Please retype the entries that follow exactly as they are, leaving the images behind.

- DATA SUPPLIED -
---------------

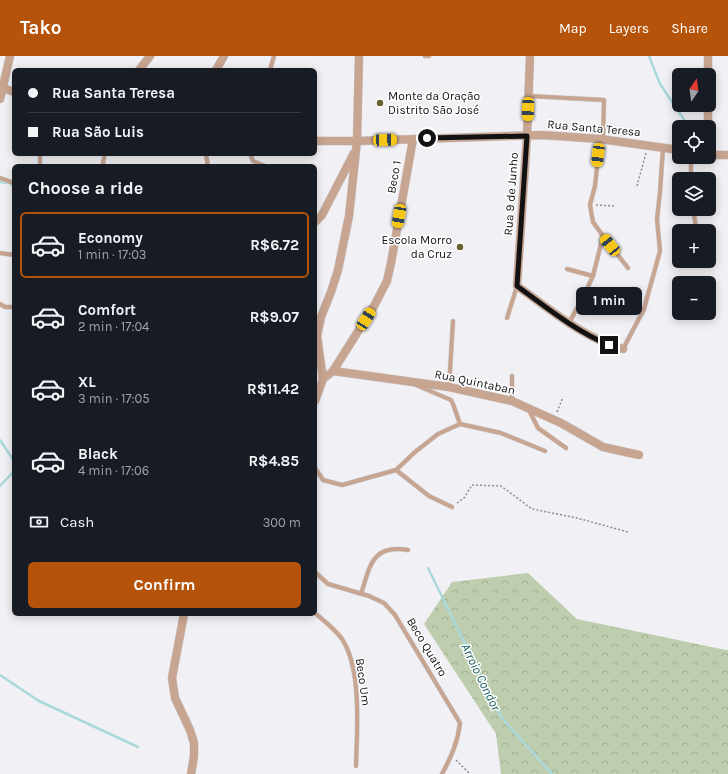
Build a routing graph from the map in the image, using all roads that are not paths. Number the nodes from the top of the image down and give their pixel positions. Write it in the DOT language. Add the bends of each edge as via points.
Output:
graph roads {
  1 [pos="10,56"];
  2 [pos="150,56"];
  3 [pos="224,56"];
  4 [pos="274,56"];
  5 [pos="359,56"];
  6 [pos="425,56"];
  7 [pos="429,56"];
  8 [pos="530,56"];
  9 [pos="708,56"];
  10 [pos="4,68"];
  11 [pos="141,68"];
  12 [pos="217,68"];
  13 [pos="271,68"];
  14 [pos="708,68"];
  15 [pos="3,88"];
  16 [pos="12,91"];
  17 [pos="528,96"];
  18 [pos="0,99"];
  19 [pos="527,136"];
  20 [pos="413,139"];
  21 [pos="602,139"];
  22 [pos="317,141"];
  23 [pos="357,141"];
  24 [pos="662,148"];
  25 [pos="672,149"];
  26 [pos="356,151"];
  27 [pos="716,155"];
  28 [pos="728,155"];
  29 [pos="251,156"];
  30 [pos="260,164"];
  31 [pos="0,178"];
  32 [pos="12,182"];
  33 [pos="317,220"];
  34 [pos="603,236"];
  35 [pos="0,253"];
  36 [pos="12,255"];
  37 [pos="628,268"];
  38 [pos="567,269"];
  39 [pos="593,276"];
  40 [pos="517,286"];
  41 [pos="0,304"];
  42 [pos="12,307"];
  43 [pos="507,318"];
  44 [pos="453,321"];
  45 [pos="569,323"];
  46 [pos="317,331"];
  47 [pos="317,341"];
  48 [pos="623,349"];
  49 [pos="333,371"];
  50 [pos="512,376"];
  51 [pos="323,379"];
  52 [pos="407,381"];
  53 [pos="449,387"];
  54 [pos="317,388"];
  55 [pos="512,401"];
  56 [pos="528,408"];
  57 [pos="460,424"];
  58 [pos="566,448"];
  59 [pos="545,451"];
  60 [pos="639,455"];
  61 [pos="396,470"];
  62 [pos="317,471"];
  63 [pos="452,507"];
  64 [pos="408,550"];
  65 [pos="317,574"];
  66 [pos="361,594"];
  67 [pos="317,615"];
  68 [pos="184,616"];
  69 [pos="356,766"];
  70 [pos="191,774"];
  71 [pos="442,774"];
  1 -- 10 [label="street"];
  2 -- 11 [label="street"];
  3 -- 12 [label="street"];
  4 -- 13 [label="lane"];
  5 -- 23 [label="street"];
  6 -- 7 [label="lane"];
  8 -- 17 [label="street, Rua 9 de Junho"];
  9 -- 14 [label="street"];
  10 -- 15 [label="street"];
  15 -- 16 [label="street"];
  15 -- 18 [label="street"];
  17 -- 19 [label="street, Rua 9 de Junho"];
  17 -- 21 [label="lane" via="604,100"];
  19 -- 20 [label="street, Rua Santa Teresa"];
  19 -- 21 [label="street, Rua Santa Teresa"];
  19 -- 40 [label="street, Rua 9 de Junho"];
  20 -- 23 [label="street, Rua Santa Teresa"];
  20 -- 49 [label="street, Beco 1" via="387,280 374,306"];
  21 -- 24 [label="street, Rua Santa Teresa"];
  21 -- 34 [label="lane" via="590,205 593,222"];
  22 -- 23 [label="street, Rua Santa Teresa"];
  23 -- 26 [label="street"];
  24 -- 25 [label="street, Rua Santa Teresa"];
  24 -- 48 [label="lane" via="657,219 660,251 644,309"];
  26 -- 33 [label="street"];
  26 -- 46 [label="street" via="349,216 338,270"];
  27 -- 28 [label="street"];
  29 -- 30 [label="lane" via="253,161"];
  31 -- 32 [label="lane"];
  34 -- 37 [label="lane"];
  34 -- 39 [label="lane"];
  35 -- 36 [label="lane"];
  38 -- 39 [label="lane"];
  39 -- 45 [label="lane"];
  40 -- 43 [label="lane"];
  40 -- 45 [label="street"];
  41 -- 42 [label="lane"];
  44 -- 53 [label="lane"];
  45 -- 48 [label="street" via="597,340"];
  47 -- 51 [label="street"];
  49 -- 51 [label="street"];
  49 -- 52 [label="street, Rua Quintaban"];
  50 -- 55 [label="lane"];
  51 -- 54 [label="street"];
  52 -- 53 [label="street, Rua Quintaban"];
  52 -- 57 [label="lane" via="451,400"];
  53 -- 55 [label="street, Rua Quintaban"];
  55 -- 56 [label="street, Rua Quintaban"];
  56 -- 58 [label="lane" via="538,428"];
  56 -- 60 [label="street, Rua Quintaban" via="603,447"];
  57 -- 59 [label="lane" via="501,433"];
  57 -- 61 [label="lane" via="438,434"];
  61 -- 62 [label="lane" via="342,485 323,480"];
  61 -- 63 [label="lane" via="429,496"];
  64 -- 66 [label="lane" via="388,550 374,558"];
  65 -- 66 [label="lane, Beco Quatro" via="328,584"];
  66 -- 71 [label="lane, Beco Quatro" via="384,603 395,614 460,723 452,756"];
  67 -- 69 [label="lane, Beco Um" via="341,638 350,655 358,704"];
  68 -- 70 [label="street" via="172,678 175,698 194,744"];
}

---------------

- REPLY TO THE EXERCISE -
Build a routing graph from the map in the image, using all roads that are not paths. Number the nodes from the top of the image down and give their pixel positions. Write it in the DOT language. Add the bends of each edge as via points.
Output:
graph roads {
  1 [pos="10,56"];
  2 [pos="150,56"];
  3 [pos="224,56"];
  4 [pos="274,56"];
  5 [pos="359,56"];
  6 [pos="425,56"];
  7 [pos="429,56"];
  8 [pos="530,56"];
  9 [pos="708,56"];
  10 [pos="4,68"];
  11 [pos="141,68"];
  12 [pos="217,68"];
  13 [pos="271,68"];
  14 [pos="708,68"];
  15 [pos="3,88"];
  16 [pos="12,91"];
  17 [pos="528,96"];
  18 [pos="0,99"];
  19 [pos="527,136"];
  20 [pos="413,139"];
  21 [pos="602,139"];
  22 [pos="317,141"];
  23 [pos="357,141"];
  24 [pos="662,148"];
  25 [pos="672,149"];
  26 [pos="356,151"];
  27 [pos="716,155"];
  28 [pos="728,155"];
  29 [pos="251,156"];
  30 [pos="260,164"];
  31 [pos="0,178"];
  32 [pos="12,182"];
  33 [pos="317,220"];
  34 [pos="603,236"];
  35 [pos="0,253"];
  36 [pos="12,255"];
  37 [pos="628,268"];
  38 [pos="567,269"];
  39 [pos="593,276"];
  40 [pos="517,286"];
  41 [pos="0,304"];
  42 [pos="12,307"];
  43 [pos="507,318"];
  44 [pos="453,321"];
  45 [pos="569,323"];
  46 [pos="317,331"];
  47 [pos="317,341"];
  48 [pos="623,349"];
  49 [pos="333,371"];
  50 [pos="512,376"];
  51 [pos="323,379"];
  52 [pos="407,381"];
  53 [pos="449,387"];
  54 [pos="317,388"];
  55 [pos="512,401"];
  56 [pos="528,408"];
  57 [pos="460,424"];
  58 [pos="566,448"];
  59 [pos="545,451"];
  60 [pos="639,455"];
  61 [pos="396,470"];
  62 [pos="317,471"];
  63 [pos="452,507"];
  64 [pos="408,550"];
  65 [pos="317,574"];
  66 [pos="361,594"];
  67 [pos="317,615"];
  68 [pos="184,616"];
  69 [pos="356,766"];
  70 [pos="191,774"];
  71 [pos="442,774"];
  1 -- 10 [label="street"];
  2 -- 11 [label="street"];
  3 -- 12 [label="street"];
  4 -- 13 [label="lane"];
  5 -- 23 [label="street"];
  6 -- 7 [label="lane"];
  8 -- 17 [label="street, Rua 9 de Junho"];
  9 -- 14 [label="street"];
  10 -- 15 [label="street"];
  15 -- 16 [label="street"];
  15 -- 18 [label="street"];
  17 -- 19 [label="street, Rua 9 de Junho"];
  17 -- 21 [label="lane" via="604,100"];
  19 -- 20 [label="street, Rua Santa Teresa"];
  19 -- 21 [label="street, Rua Santa Teresa"];
  19 -- 40 [label="street, Rua 9 de Junho"];
  20 -- 23 [label="street, Rua Santa Teresa"];
  20 -- 49 [label="street, Beco 1" via="387,280 374,306"];
  21 -- 24 [label="street, Rua Santa Teresa"];
  21 -- 34 [label="lane" via="590,205 593,222"];
  22 -- 23 [label="street, Rua Santa Teresa"];
  23 -- 26 [label="street"];
  24 -- 25 [label="street, Rua Santa Teresa"];
  24 -- 48 [label="lane" via="657,219 660,251 644,309"];
  26 -- 33 [label="street"];
  26 -- 46 [label="street" via="349,216 338,270"];
  27 -- 28 [label="street"];
  29 -- 30 [label="lane" via="253,161"];
  31 -- 32 [label="lane"];
  34 -- 37 [label="lane"];
  34 -- 39 [label="lane"];
  35 -- 36 [label="lane"];
  38 -- 39 [label="lane"];
  39 -- 45 [label="lane"];
  40 -- 43 [label="lane"];
  40 -- 45 [label="street"];
  41 -- 42 [label="lane"];
  44 -- 53 [label="lane"];
  45 -- 48 [label="street" via="597,340"];
  47 -- 51 [label="street"];
  49 -- 51 [label="street"];
  49 -- 52 [label="street, Rua Quintaban"];
  50 -- 55 [label="lane"];
  51 -- 54 [label="street"];
  52 -- 53 [label="street, Rua Quintaban"];
  52 -- 57 [label="lane" via="451,400"];
  53 -- 55 [label="street, Rua Quintaban"];
  55 -- 56 [label="street, Rua Quintaban"];
  56 -- 58 [label="lane" via="538,428"];
  56 -- 60 [label="street, Rua Quintaban" via="603,447"];
  57 -- 59 [label="lane" via="501,433"];
  57 -- 61 [label="lane" via="438,434"];
  61 -- 62 [label="lane" via="342,485 323,480"];
  61 -- 63 [label="lane" via="429,496"];
  64 -- 66 [label="lane" via="388,550 374,558"];
  65 -- 66 [label="lane, Beco Quatro" via="328,584"];
  66 -- 71 [label="lane, Beco Quatro" via="384,603 395,614 460,723 452,756"];
  67 -- 69 [label="lane, Beco Um" via="341,638 350,655 358,704"];
  68 -- 70 [label="street" via="172,678 175,698 194,744"];
}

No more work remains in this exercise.